**TASK**
Each line must appear in the answer exactly as it does in the data.

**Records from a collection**
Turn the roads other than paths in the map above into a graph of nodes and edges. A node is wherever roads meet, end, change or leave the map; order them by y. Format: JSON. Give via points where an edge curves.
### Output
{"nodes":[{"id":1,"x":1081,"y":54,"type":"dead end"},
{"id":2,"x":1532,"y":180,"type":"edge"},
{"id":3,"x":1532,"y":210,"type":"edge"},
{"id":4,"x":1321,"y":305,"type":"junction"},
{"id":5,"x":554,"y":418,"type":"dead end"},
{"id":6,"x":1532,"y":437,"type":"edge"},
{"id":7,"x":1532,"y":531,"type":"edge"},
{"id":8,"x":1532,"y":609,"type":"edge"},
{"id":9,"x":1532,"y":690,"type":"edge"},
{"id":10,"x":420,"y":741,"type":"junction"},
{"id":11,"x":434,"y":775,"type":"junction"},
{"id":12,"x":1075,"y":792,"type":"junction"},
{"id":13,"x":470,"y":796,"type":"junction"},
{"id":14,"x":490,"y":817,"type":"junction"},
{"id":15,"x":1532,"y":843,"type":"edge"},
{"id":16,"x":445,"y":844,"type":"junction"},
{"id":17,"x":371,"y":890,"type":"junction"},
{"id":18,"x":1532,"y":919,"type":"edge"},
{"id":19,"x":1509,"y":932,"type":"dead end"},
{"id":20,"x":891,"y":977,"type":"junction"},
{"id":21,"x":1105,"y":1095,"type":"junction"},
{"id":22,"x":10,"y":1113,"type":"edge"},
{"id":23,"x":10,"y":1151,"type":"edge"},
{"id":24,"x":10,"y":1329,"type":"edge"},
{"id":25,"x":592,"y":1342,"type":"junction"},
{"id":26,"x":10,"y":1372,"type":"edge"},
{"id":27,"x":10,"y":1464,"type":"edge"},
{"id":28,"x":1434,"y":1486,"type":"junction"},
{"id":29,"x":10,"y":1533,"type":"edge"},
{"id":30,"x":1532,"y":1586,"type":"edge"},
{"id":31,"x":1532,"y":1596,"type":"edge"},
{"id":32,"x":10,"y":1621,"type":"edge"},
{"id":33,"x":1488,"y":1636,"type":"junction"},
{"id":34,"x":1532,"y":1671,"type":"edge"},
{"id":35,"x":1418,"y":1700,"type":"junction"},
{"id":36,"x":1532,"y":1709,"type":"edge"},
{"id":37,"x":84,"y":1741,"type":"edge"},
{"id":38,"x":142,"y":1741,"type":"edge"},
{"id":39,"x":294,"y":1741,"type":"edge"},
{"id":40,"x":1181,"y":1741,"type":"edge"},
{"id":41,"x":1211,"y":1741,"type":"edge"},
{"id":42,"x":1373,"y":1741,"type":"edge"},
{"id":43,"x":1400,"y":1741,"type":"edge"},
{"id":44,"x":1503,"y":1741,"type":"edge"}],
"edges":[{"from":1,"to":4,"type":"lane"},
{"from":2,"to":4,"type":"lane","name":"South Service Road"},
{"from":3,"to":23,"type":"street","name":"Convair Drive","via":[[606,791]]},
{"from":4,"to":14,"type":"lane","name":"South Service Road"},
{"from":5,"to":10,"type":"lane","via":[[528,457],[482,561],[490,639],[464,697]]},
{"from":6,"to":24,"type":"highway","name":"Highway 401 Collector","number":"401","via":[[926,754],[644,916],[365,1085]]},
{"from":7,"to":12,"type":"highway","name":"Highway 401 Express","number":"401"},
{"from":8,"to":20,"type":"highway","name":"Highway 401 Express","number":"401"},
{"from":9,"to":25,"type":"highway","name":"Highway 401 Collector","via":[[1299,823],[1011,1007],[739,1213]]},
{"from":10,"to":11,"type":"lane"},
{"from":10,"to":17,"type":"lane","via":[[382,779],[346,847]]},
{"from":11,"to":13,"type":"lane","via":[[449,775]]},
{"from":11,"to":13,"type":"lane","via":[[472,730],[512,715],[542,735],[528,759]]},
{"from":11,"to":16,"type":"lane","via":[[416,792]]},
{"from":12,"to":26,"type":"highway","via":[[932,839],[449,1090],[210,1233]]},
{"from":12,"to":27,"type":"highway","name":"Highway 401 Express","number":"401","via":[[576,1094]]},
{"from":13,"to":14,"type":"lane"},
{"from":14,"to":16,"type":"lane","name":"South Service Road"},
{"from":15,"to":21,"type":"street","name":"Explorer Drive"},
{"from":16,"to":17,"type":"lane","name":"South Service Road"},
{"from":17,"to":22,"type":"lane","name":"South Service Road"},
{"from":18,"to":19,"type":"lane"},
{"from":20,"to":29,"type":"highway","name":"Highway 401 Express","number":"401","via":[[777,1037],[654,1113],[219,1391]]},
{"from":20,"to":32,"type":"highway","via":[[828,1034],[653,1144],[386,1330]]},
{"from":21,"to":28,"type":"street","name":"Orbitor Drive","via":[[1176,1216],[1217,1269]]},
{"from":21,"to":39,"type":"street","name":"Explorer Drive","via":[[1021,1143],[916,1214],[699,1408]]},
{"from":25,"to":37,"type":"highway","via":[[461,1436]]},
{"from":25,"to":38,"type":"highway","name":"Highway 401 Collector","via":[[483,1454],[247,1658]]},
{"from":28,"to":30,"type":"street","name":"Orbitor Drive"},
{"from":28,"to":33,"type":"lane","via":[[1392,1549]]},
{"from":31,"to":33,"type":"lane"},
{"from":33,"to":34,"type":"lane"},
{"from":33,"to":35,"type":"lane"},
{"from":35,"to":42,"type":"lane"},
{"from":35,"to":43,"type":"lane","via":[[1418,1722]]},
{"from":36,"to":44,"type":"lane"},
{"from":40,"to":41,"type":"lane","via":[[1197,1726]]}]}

**RESULT OF THIS TASK**
Turn the roads other than paths in the map above into a graph of nodes and edges. A node is wherever roads meet, end, change or leave the map; order them by y. Format: JSON. Give via points where an edge curves.
### Output
{"nodes":[{"id":1,"x":1081,"y":54,"type":"dead end"},
{"id":2,"x":1532,"y":180,"type":"edge"},
{"id":3,"x":1532,"y":210,"type":"edge"},
{"id":4,"x":1321,"y":305,"type":"junction"},
{"id":5,"x":554,"y":418,"type":"dead end"},
{"id":6,"x":1532,"y":437,"type":"edge"},
{"id":7,"x":1532,"y":531,"type":"edge"},
{"id":8,"x":1532,"y":609,"type":"edge"},
{"id":9,"x":1532,"y":690,"type":"edge"},
{"id":10,"x":420,"y":741,"type":"junction"},
{"id":11,"x":434,"y":775,"type":"junction"},
{"id":12,"x":1075,"y":792,"type":"junction"},
{"id":13,"x":470,"y":796,"type":"junction"},
{"id":14,"x":490,"y":817,"type":"junction"},
{"id":15,"x":1532,"y":843,"type":"edge"},
{"id":16,"x":445,"y":844,"type":"junction"},
{"id":17,"x":371,"y":890,"type":"junction"},
{"id":18,"x":1532,"y":919,"type":"edge"},
{"id":19,"x":1509,"y":932,"type":"dead end"},
{"id":20,"x":891,"y":977,"type":"junction"},
{"id":21,"x":1105,"y":1095,"type":"junction"},
{"id":22,"x":10,"y":1113,"type":"edge"},
{"id":23,"x":10,"y":1151,"type":"edge"},
{"id":24,"x":10,"y":1329,"type":"edge"},
{"id":25,"x":592,"y":1342,"type":"junction"},
{"id":26,"x":10,"y":1372,"type":"edge"},
{"id":27,"x":10,"y":1464,"type":"edge"},
{"id":28,"x":1434,"y":1486,"type":"junction"},
{"id":29,"x":10,"y":1533,"type":"edge"},
{"id":30,"x":1532,"y":1586,"type":"edge"},
{"id":31,"x":1532,"y":1596,"type":"edge"},
{"id":32,"x":10,"y":1621,"type":"edge"},
{"id":33,"x":1488,"y":1636,"type":"junction"},
{"id":34,"x":1532,"y":1671,"type":"edge"},
{"id":35,"x":1418,"y":1700,"type":"junction"},
{"id":36,"x":1532,"y":1709,"type":"edge"},
{"id":37,"x":84,"y":1741,"type":"edge"},
{"id":38,"x":142,"y":1741,"type":"edge"},
{"id":39,"x":294,"y":1741,"type":"edge"},
{"id":40,"x":1181,"y":1741,"type":"edge"},
{"id":41,"x":1211,"y":1741,"type":"edge"},
{"id":42,"x":1373,"y":1741,"type":"edge"},
{"id":43,"x":1400,"y":1741,"type":"edge"},
{"id":44,"x":1503,"y":1741,"type":"edge"}],
"edges":[{"from":1,"to":4,"type":"lane"},
{"from":2,"to":4,"type":"lane","name":"South Service Road"},
{"from":3,"to":23,"type":"street","name":"Convair Drive","via":[[606,791]]},
{"from":4,"to":14,"type":"lane","name":"South Service Road"},
{"from":5,"to":10,"type":"lane","via":[[528,457],[482,561],[490,639],[464,697]]},
{"from":6,"to":24,"type":"highway","name":"Highway 401 Collector","number":"401","via":[[926,754],[644,916],[365,1085]]},
{"from":7,"to":12,"type":"highway","name":"Highway 401 Express","number":"401"},
{"from":8,"to":20,"type":"highway","name":"Highway 401 Express","number":"401"},
{"from":9,"to":25,"type":"highway","name":"Highway 401 Collector","via":[[1299,823],[1011,1007],[739,1213]]},
{"from":10,"to":11,"type":"lane"},
{"from":10,"to":17,"type":"lane","via":[[382,779],[346,847]]},
{"from":11,"to":13,"type":"lane","via":[[449,775]]},
{"from":11,"to":13,"type":"lane","via":[[472,730],[512,715],[542,735],[528,759]]},
{"from":11,"to":16,"type":"lane","via":[[416,792]]},
{"from":12,"to":26,"type":"highway","via":[[932,839],[449,1090],[210,1233]]},
{"from":12,"to":27,"type":"highway","name":"Highway 401 Express","number":"401","via":[[576,1094]]},
{"from":13,"to":14,"type":"lane"},
{"from":14,"to":16,"type":"lane","name":"South Service Road"},
{"from":15,"to":21,"type":"street","name":"Explorer Drive"},
{"from":16,"to":17,"type":"lane","name":"South Service Road"},
{"from":17,"to":22,"type":"lane","name":"South Service Road"},
{"from":18,"to":19,"type":"lane"},
{"from":20,"to":29,"type":"highway","name":"Highway 401 Express","number":"401","via":[[777,1037],[654,1113],[219,1391]]},
{"from":20,"to":32,"type":"highway","via":[[828,1034],[653,1144],[386,1330]]},
{"from":21,"to":28,"type":"street","name":"Orbitor Drive","via":[[1176,1216],[1217,1269]]},
{"from":21,"to":39,"type":"street","name":"Explorer Drive","via":[[1021,1143],[916,1214],[699,1408]]},
{"from":25,"to":37,"type":"highway","via":[[461,1436]]},
{"from":25,"to":38,"type":"highway","name":"Highway 401 Collector","via":[[483,1454],[247,1658]]},
{"from":28,"to":30,"type":"street","name":"Orbitor Drive"},
{"from":28,"to":33,"type":"lane","via":[[1392,1549]]},
{"from":31,"to":33,"type":"lane"},
{"from":33,"to":34,"type":"lane"},
{"from":33,"to":35,"type":"lane"},
{"from":35,"to":42,"type":"lane"},
{"from":35,"to":43,"type":"lane","via":[[1418,1722]]},
{"from":36,"to":44,"type":"lane"},
{"from":40,"to":41,"type":"lane","via":[[1197,1726]]}]}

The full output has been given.